CourtU.S. Court of Appeals — Ninth Circuit

Wanda E. Hofmann and Bruce L. Skolnik, Assistant Attorneys General, Tucson, AZ, for the defendants-appellants.

Adam N. Steinman and Julia Parsons Clarke, Perkins Coie LLP, Seattle, WA, for the plaintiff-appellee.

Appeal from the United States District Court for the District of Arizona; Raner C. Collins, District Judge. Presiding, D.C. No. CV-99-00362-RCC.

Before BROWNING, FISHER, and TALLMAN, Circuit Judges.

OPINION

FISHER, Circuit Judge.

Lawrence Krug is an Arizona state prisoner. He claims that Appellants, various Arizona Department of Corrections officials ("ADOC officials"), violated his procedural due process rights by failing to give him the opportunity to appeal the exclusion of incoming publications to a prison official other than the one who made the initial exclusion decision. The ADOC officials interlocutorily appealed the district court's order granting a permanent injunction in Krug's favor, and Krug cross-appealed the district court's grant of qualified immunity to the ADOC officials. We conclude that the Hook Consent Decree, entered into in 1973 by a group of inmates and the ADOC, does not bar Krug's claim, nor is he required to seek modification of the decree in order to obtain relief. We further conclude that Krug has a constitutional right to a two-level review of exclusion decisions. We also conclude that the ADOC officials are entitled to qualified immunity from Krug's claim for damages. We therefore affirm the district court's order.

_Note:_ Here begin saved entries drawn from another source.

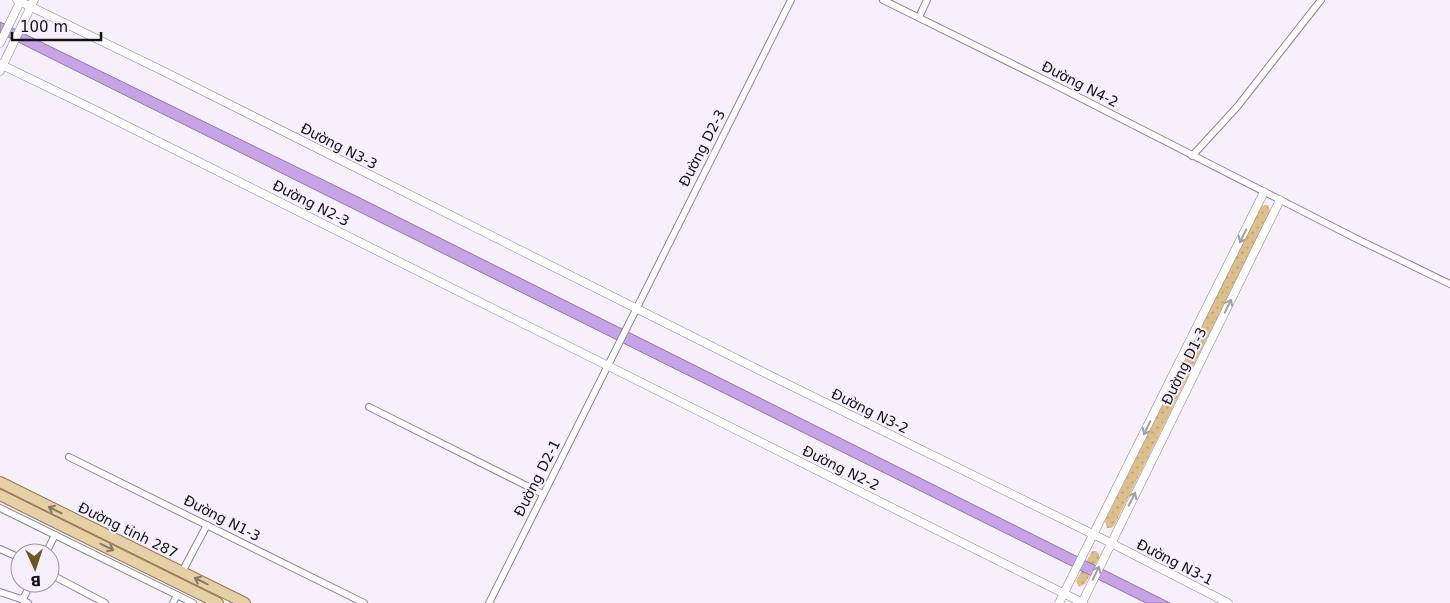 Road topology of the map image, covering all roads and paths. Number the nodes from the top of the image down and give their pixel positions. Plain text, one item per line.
1 (20, 0) edge
2 (792, 0) edge
3 (883, 0) edge
4 (927, 0) edge
5 (1321, 0) edge
6 (32, 4) edge
7 (919, 17) junction
8 (0, 43) edge
9 (1, 67) edge
10 (1192, 156) junction
11 (1264, 192) junction
12 (1280, 200) junction
13 (1450, 284) edge
14 (636, 308) junction
15 (608, 365) junction
16 (369, 407) dead end
17 (69, 457) dead end
18 (0, 482) edge
19 (543, 494) junction
20 (0, 495) edge
21 (0, 508) edge
22 (207, 524) junction
23 (1093, 534) junction
24 (55, 535) junction
25 (51, 543) edge
26 (1111, 543) junction
27 (182, 572) junction
28 (60, 579) edge
29 (0, 592) edge
30 (26, 593) edge
31 (1064, 593) junction
32 (177, 595) junction
33 (21, 599) junction
34 (28, 603) edge
35 (105, 603) edge
36 (173, 603) edge
37 (192, 603) edge
38 (218, 603) edge
39 (245, 603) edge
40 (364, 603) edge
41 (489, 603) edge
42 (1059, 603) edge
43 (1082, 603) edge
44 (1228, 603) edge

1 - 6 street, Đường N3-3
1 - 8 street
2 - 14 street, Đường D2-3
3 - 7 street, Đường N4-2
4 - 7 street
5 - 10 street
6 - 9 street
6 - 14 street, Đường N3-3
7 - 10 street, Đường N4-2
9 - 15 street, Đường N2-3
10 - 11 street, Đường N4-2
11 - 12 street, Đường N4-2
11 -> 23 street, Đường D1-3
12 - 13 street, Đường N4-2
26 -> 12 street, Đường D1-3
14 - 15 street, Đường D2-3
14 - 23 street, Đường N3-2
15 - 19 street, Đường D2-1
15 - 31 street, Đường N2-2
16 - 19 street
17 - 22 street, Đường N1-3
27 -> 18 main road, Đường tỉnh 287
19 - 41 street, Đường D2-1
20 -> 38 main road, Đường tỉnh 287
21 - 24 street
22 - 27 street
22 - 40 street, Đường N1-3
23 - 26 street, Đường N3-2
23 - 31 street, Đường D1-3
24 - 25 street
24 - 32 street
43 -> 26 street, Đường D1-3
26 - 44 street, Đường N3-1
39 -> 27 main road, Đường tỉnh 287
28 - 35 street
29 - 33 street
30 - 33 street
31 - 42 street, Đường D1-3
31 - 43 street, Đường N2-2
32 - 36 street
32 - 37 street
33 - 34 street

FACTUAL and PROCEDURAL BACKGROUND

In 1973, before Krug was incarcerated in the Arizona state prison system, inmates and the ADOC entered into a consent decree in Hook v. Arizona, 907 F.Supp. 1326. See Hook v. Ariz. Dep't of Corrs., 972 F.2d 1012, 1013-14 (9th Cir. 1992) (discussing the history of the Hook Consent Decree). The Hook Consent Decree authorized the ADOC to exclude publications deemed to be obscene under applicable constitutional standards, and allowed inmates dissatisfied with a particular exclusion "to discuss the reasons for the exclusion with the Deputy Superintendent whose decision shall be final." Until 1997, the reviews of decisions to exclude incoming publications as obscene were conducted by a prison official other than the one who made the initial determination.1

Beginning in 1997, however, the ADOC adopted a practice of having an inmate's appeal of an exclusion decision adjudicated by the same prison official who made the initial decision to exclude the publication. In late 1998, Director's Instruction 95 superseded an earlier written policy and provided that the Operations Officer for Programs would conduct both the initial screening of publications and any appeals of his exclusion decisions. A revised policy was issued in late 1999, but the substance of the relevant provisions did not change. Under these policies, ADOC officials rejected 63 publications addressed to Krug because they were deemed obscene. Krug appealed each rejection. The same ADOC official who initially rejected each publication also rejected Krug's appeal of that decision.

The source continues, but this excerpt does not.